In our series, with the use of voxel-based dose painting, the maximum cumulative dose was less than or equal to 110 Gy, and the EQD2 value, with alpha/beta of 3, was 210 Gy.

We registered a mean percentage of PTV volume that was included in the 50 Gy isodose of 0.78% (range 0.17–2.26%); consequently, this explains the low toxicity reported and the safety of the treatment. Patient number 2, who showed G3 toxicity, had a PTV of only 33.6 cc. If accepted, this would support the thesis of progression damage rather than acute toxicity.

The risk of radionecrosis should also be considered. Several studies have reported a variable incidence of radiological diagnosis of radionecrosis (from 4% to 31.1%) [42,45]; Kim et al. reported a very high rate of histologically confirmed radionecrosis up to 12.5% [74]. These same studies did not report whether radionecrosis was associated with neurological symptoms or the required steroids.
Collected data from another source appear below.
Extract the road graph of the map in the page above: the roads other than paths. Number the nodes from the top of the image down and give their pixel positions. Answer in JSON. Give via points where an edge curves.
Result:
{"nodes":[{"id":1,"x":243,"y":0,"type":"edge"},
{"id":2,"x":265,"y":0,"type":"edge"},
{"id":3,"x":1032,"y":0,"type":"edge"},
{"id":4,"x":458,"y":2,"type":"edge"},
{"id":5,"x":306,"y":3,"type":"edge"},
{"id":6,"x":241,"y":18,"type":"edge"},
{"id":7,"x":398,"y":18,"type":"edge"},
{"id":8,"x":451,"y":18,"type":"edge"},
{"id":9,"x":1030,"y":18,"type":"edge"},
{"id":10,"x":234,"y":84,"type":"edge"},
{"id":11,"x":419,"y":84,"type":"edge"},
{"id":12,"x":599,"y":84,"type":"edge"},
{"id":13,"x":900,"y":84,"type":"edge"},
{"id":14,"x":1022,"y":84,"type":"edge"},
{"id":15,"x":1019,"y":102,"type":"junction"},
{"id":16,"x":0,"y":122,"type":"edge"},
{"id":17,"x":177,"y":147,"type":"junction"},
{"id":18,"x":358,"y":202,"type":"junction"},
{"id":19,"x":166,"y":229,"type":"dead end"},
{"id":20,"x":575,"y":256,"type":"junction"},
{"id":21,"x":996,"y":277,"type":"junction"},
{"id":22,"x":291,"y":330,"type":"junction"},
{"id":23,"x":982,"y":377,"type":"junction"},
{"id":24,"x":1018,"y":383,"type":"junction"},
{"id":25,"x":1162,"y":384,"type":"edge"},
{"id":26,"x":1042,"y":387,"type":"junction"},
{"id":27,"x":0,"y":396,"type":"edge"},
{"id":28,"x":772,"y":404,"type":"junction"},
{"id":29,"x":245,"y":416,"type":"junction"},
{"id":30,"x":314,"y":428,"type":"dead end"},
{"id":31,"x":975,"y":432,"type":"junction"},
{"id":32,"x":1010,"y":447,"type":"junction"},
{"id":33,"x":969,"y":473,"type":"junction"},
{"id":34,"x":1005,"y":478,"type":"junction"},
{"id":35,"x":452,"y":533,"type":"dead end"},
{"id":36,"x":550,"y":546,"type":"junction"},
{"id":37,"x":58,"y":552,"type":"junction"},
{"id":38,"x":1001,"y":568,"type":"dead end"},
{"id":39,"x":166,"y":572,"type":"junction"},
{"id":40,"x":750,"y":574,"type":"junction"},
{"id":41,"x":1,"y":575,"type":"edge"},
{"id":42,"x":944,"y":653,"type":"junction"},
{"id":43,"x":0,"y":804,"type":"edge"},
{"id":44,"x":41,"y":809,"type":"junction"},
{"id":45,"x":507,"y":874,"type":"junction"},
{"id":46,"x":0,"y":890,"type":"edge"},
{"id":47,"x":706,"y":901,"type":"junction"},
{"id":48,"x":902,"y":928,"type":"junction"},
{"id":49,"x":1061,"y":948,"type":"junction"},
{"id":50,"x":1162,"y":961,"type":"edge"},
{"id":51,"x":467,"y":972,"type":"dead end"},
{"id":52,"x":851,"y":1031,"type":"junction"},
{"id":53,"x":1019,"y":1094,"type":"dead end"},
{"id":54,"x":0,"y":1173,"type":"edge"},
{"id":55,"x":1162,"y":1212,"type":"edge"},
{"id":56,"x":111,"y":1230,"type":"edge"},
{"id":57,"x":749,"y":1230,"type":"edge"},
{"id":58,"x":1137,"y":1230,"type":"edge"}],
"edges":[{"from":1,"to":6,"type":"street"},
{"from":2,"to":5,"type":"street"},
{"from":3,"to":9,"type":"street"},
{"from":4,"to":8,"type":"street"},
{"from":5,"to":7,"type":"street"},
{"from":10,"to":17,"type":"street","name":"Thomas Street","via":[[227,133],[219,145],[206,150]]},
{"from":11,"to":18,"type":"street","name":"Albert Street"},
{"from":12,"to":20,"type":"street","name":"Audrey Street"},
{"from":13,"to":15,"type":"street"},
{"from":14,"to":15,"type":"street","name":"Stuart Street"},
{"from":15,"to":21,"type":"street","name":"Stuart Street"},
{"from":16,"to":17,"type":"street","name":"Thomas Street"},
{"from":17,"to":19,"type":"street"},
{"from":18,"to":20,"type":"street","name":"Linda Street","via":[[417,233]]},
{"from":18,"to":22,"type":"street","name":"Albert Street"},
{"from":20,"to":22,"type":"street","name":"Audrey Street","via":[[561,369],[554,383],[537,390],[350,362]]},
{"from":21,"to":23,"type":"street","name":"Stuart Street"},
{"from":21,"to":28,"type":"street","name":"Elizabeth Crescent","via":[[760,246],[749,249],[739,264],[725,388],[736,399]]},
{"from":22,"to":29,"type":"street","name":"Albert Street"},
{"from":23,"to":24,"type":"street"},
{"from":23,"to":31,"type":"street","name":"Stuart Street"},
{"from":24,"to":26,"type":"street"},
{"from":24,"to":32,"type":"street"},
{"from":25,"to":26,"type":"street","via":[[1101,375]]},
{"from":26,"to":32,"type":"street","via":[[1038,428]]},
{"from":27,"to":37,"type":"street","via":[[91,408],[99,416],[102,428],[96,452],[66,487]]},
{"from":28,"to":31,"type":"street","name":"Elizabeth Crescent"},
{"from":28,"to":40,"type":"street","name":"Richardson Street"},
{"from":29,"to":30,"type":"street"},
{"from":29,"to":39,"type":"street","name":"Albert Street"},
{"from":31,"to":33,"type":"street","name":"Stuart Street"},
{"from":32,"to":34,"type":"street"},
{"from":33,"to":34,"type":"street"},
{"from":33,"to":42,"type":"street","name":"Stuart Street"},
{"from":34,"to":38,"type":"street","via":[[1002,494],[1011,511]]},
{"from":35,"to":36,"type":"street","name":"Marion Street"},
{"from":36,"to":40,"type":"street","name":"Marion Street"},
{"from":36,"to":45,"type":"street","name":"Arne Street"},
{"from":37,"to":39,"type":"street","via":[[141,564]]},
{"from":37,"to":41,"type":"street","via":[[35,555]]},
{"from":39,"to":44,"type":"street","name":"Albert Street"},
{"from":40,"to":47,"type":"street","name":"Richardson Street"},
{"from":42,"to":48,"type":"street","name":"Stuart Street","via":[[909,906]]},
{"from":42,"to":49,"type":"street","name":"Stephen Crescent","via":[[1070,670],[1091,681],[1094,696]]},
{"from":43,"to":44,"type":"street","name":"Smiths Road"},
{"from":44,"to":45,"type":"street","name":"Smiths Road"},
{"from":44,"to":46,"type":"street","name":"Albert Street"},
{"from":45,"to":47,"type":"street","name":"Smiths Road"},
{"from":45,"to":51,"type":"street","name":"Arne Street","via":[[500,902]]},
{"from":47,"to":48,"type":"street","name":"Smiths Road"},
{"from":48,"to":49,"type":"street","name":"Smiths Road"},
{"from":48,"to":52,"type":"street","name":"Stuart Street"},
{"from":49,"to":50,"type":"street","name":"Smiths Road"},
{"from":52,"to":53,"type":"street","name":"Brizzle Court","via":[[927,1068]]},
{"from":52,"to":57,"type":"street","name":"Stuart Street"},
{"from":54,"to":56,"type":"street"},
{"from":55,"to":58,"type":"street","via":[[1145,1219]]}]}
In our series, radionecrosis was radiologically found in only two patients (16.6%) but histologically confirmed and symptomatic (grade 1) in only one patient, with a median presentation time of 6 months. The one patient who showed mild RN-related symptoms, such as eye disorders, headache, and fatigue, required an increase of corticosteroids. From our experience, the radionecrosis rate with the present re-irradiation technique is low and well manageable with drug therapy, but it is necessary to underline that disease progression and radionecrosis often coexist and can both be responsible for a worsening of symptoms and quality of life. The site of recurrence also assumes critical importance: in our cohort, all the re-irradiated patients had a relapse in the previous treatment field without an increase in the rate of radionecrosis. Moreover, emerging studies evaluating reirradiation in 1–3 sessions associated with new-generation drugs are also of great interest [75].

Although our study was not designed to measure the efficacy of this re-irradiation approach, the median overall survival (OS2) and progression-free survival (PFS2) from the time of re-irradiation were substantially comparable to the literature (10.4 months and 5.7 months, respectively). In the previously reported meta-analysis, the 6-month OS2 and PFS2 were 73% (95% CI 69–77%) and 43% (95% CI 35–50%), respectively; 12-month OS2 and PFS2 were equal to 36% (95% CI 32–40%) and 17% (95% CI 13–20%), respectively [39]. In our series, 3-, 6-, and 12-month OS2 were 92%, 75%, and 42%, respectively, and 3-, 6-, and 12-month PFS2 were 83%, 42%, and 8%, respectively. We obviously cannot provide conclusions on the efficacy of the treatment, but the data seem promising and will certainly need to be confirmed in a future prospective phase II study.

5. Conclusions

To date, the treatment of rGBM still represents a medical challenge, and re-irradiation plays a fundamental role in the management of these patients. The modern stereotactic radiation techniques with dose escalation programs can allow the delivery of higher doses to the disease site while keeping the dose low to the surrounding healthy organs, with the aim of increasing local control without increasing toxicity. This approach, investigated in very few studies in the literature, demonstrated a relatively favorable tolerance profile, characterized by moderate acute G1-G2 toxicity and a low rate of radionecrosis. Furthermore, most of the patients did not show a deterioration in the quality in terms of cognitive and social function after re-irradiation, with an overall objective response rate of 30%. The future prospective phase II study will analyze the efficacy in terms of PFS and OS.